Nigeria Will Crash Without Restructuring, Anglican Bishop Warns By Mudiaga Affe

The Bishop of Calabar Diocese, Anglican Communion, The Rt. Rev. Tunde Adeleye, has warned that Nigeria will crash if the agitation for restructuring is ignored.

Adeleye, who gave the warning in Calabar, Cross River State on Tuesday during a chat with journalists, said his position was not a prophecy but stressed that there was imminent danger if the leadership of the country failed to embrace the agitation for restructuring.

According to him, the system and manner in which the country is administered is the major reason why real development has not taken place.

The clergyman said any move that would bring about the restructuring of Nigeria would be a welcomed development.

He said, “There must be restructuring and unless this is done, I fear that we may crash as a country.
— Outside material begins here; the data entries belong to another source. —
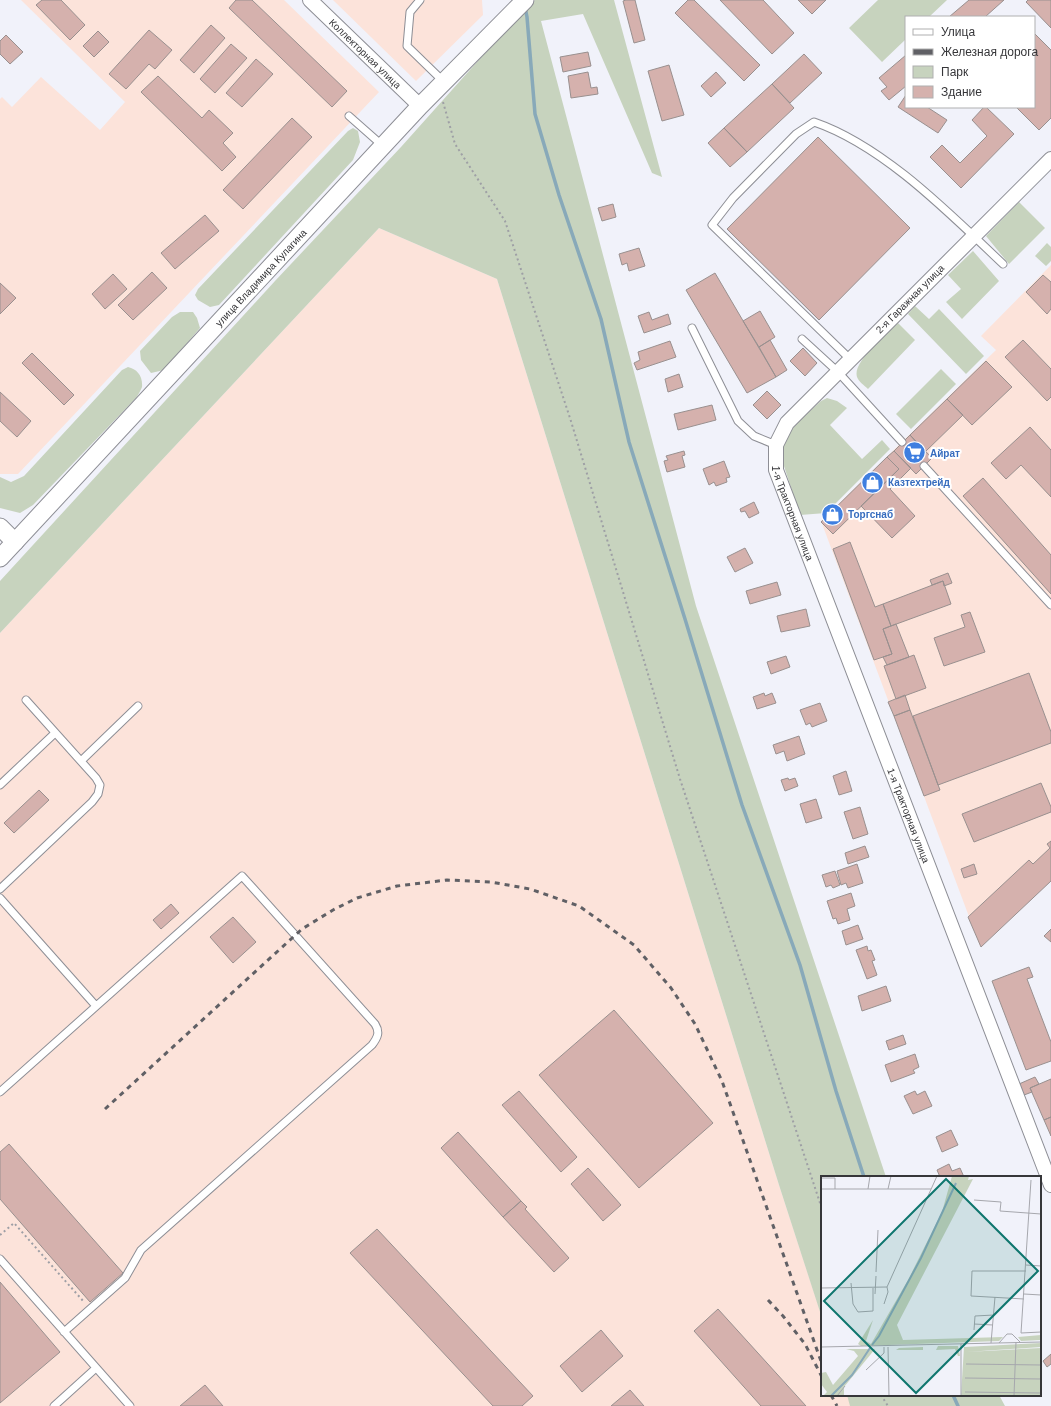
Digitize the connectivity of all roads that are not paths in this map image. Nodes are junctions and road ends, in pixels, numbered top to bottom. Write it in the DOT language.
graph roads {
  1 [pos="310,0"];
  2 [pos="420,0"];
  3 [pos="525,0"];
  4 [pos="441,85"];
  5 [pos="420,106"];
  6 [pos="349,116"];
  7 [pos="383,146"];
  8 [pos="1051,159"];
  9 [pos="974,236"];
  10 [pos="1003,264"];
  11 [pos="692,328"];
  12 [pos="802,339"];
  13 [pos="850,359"];
  14 [pos="838,372"];
  15 [pos="902,442"];
  16 [pos="776,445"];
  17 [pos="924,466"];
  18 [pos="0,527"];
  19 [pos="15,542"];
  20 [pos="0,558"];
  21 [pos="1051,605"];
  22 [pos="26,700"];
  23 [pos="138,706"];
  24 [pos="55,733"];
  25 [pos="81,761"];
  26 [pos="0,785"];
  27 [pos="0,889"];
  28 [pos="0,898"];
  29 [pos="96,1006"];
  30 [pos="0,1092"];
  31 [pos="1051,1185"];
  32 [pos="0,1258"];
  33 [pos="64,1332"];
  34 [pos="96,1368"];
  35 [pos="54,1406"];
  36 [pos="130,1406"];
  1 -- 5 [label="street, Коллекторная улица"];
  2 -- 4 [label="lane"];
  3 -- 4 [label="street, улица Владимира Кулагина"];
  4 -- 5 [label="street, улица Владимира Кулагина"];
  5 -- 7 [label="street, улица Владимира Кулагина"];
  6 -- 7 [label="lane"];
  7 -- 19 [label="street, улица Владимира Кулагина"];
  8 -- 9 [label="street, 2-я Гаражная улица"];
  9 -- 10 [label="lane"];
  9 -- 13 [label="street, 2-я Гаражная улица"];
  9 -- 13 [label="lane"];
  11 -- 16 [label="lane"];
  12 -- 14 [label="lane"];
  13 -- 14 [label="street, 2-я Гаражная улица"];
  14 -- 15 [label="lane"];
  14 -- 16 [label="street, 2-я Гаражная улица"];
  16 -- 31 [label="street, 1-я Тракторная улица"];
  17 -- 21 [label="lane"];
  18 -- 19 [label="street"];
  19 -- 20 [label="street, улица Владимира Кулагина"];
  22 -- 24 [label="lane"];
  23 -- 25 [label="lane"];
  24 -- 25 [label="lane"];
  24 -- 26 [label="lane"];
  25 -- 27 [label="lane"];
  28 -- 29 [label="lane"];
  29 -- 30 [label="lane"];
  29 -- 33 [label="lane"];
  32 -- 33 [label="lane"];
  33 -- 34 [label="lane"];
  34 -- 35 [label="lane"];
  34 -- 36 [label="lane"];
}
I am not prophesying doom neither am I being pessimistic; however, at this rate where the centre is heavily loaded with money and the states and local governments are not having anything to celebrate, these things will crash us unless we restructure.

“The governors go cap in hand to the centre to get money and you hear things like bailout. A system of government, which will allow people to take care of certain things for themselves, is what will help us. A situation where Abuja dictates education, health, police and even the water that comes from your ground and not controlled by you is not sustainable.”

On how to approach the agitation for true federalism, Adeleye said it must be the collective decision of all Nigerians who would need to decide what they want.

“True federalism can only be approached by our sitting together to decide what we want. The present constitution says, “We the people of Nigeria,” but that is a lie because we never sat down to discuss the country. This country is working together with an agreement and that is what is causing the problem,” he said.

Adeleye also defended state governments, saying they had not failed because they had not been given the power or the instruments of test.

He said he believed that different states had different peculiarities which had to be put in proper context before they could be appraised.

“We need to test them on the basis of what they have. What do they have? You cannot single out the collections of states but you have to look at other collections over time like the Boko Haram collections. But in any case, you cannot put state governments on trial when you have not given them the power to work,” he submitted.

He also called on the government to revisit the report of the 2014 National Conference, adding that it should be one of the resource documents to be used for the restructuring of the country.